To understand the relationship between the OFD1 gene and these health conditions, genetic testing can be performed. This involves analyzing an individual’s DNA to identify any changes or variants in the OFD1 gene. These tests can be performed by healthcare professionals who specialize in genetics and can provide valuable information about an individual’s risk for developing these conditions.

There are several resources available for individuals seeking more information or testing related to the OFD1 gene and its associated health conditions. The Online Mendelian Inheritance in Man (OMIM) database provides comprehensive information on the genetic basis of diseases, including OFD1 syndrome and other ciliopathies.
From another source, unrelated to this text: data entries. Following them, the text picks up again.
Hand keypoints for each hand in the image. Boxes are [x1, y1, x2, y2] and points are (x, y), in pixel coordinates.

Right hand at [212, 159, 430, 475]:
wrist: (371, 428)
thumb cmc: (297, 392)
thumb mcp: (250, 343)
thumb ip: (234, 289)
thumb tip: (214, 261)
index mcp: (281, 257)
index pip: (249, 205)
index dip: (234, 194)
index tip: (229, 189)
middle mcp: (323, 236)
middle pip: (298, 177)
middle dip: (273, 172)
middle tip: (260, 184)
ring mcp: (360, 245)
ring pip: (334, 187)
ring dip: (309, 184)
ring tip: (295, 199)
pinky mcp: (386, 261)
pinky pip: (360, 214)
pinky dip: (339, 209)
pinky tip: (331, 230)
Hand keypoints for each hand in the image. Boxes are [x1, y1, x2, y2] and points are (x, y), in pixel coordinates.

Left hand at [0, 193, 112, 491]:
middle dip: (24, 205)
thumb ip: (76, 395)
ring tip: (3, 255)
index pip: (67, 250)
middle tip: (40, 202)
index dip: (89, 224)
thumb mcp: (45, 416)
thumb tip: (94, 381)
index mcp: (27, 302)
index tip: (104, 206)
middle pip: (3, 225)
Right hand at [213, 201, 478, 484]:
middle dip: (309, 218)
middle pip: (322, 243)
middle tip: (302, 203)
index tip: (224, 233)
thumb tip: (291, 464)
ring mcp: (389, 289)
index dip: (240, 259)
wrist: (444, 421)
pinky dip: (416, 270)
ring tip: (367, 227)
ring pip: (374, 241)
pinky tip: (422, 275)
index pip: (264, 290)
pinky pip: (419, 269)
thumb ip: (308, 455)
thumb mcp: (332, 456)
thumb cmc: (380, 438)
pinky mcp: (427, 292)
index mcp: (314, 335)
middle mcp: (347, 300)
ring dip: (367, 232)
Other databases, such as PubMed and GENET, contain scientific articles and references related to OFD1 syndrome. These resources can be useful for researchers and healthcare professionals looking for the latest information on this topic.

In addition, there are registries and catalogs available that list individuals with OFD1 syndrome and other related conditions. These resources can help connect individuals and families affected by these conditions and provide further support and information.

Overall, understanding the health conditions related to genetic changes in the OFD1 gene is crucial for improving diagnosis, treatment, and support for individuals and families affected by these disorders. Through genetic testing, scientific research, and access to resources, we can continue to advance our knowledge and understanding of these conditions and improve the lives of those living with them.

Oral-facial-digital syndrome

Oral-facial-digital syndrome (OFD) is a group of genetic disorders characterized by changes in the development of the oral cavity, face, and digits. There are several types of OFD syndrome, each with its own set of clinical features and genetic changes.

OFD syndrome is a rare condition, and its exact prevalence is unclear. The International OFD registry provides information and resources for individuals and families affected by this syndrome. They offer a catalog of articles, references, and databases on OFD syndrome and related conditions.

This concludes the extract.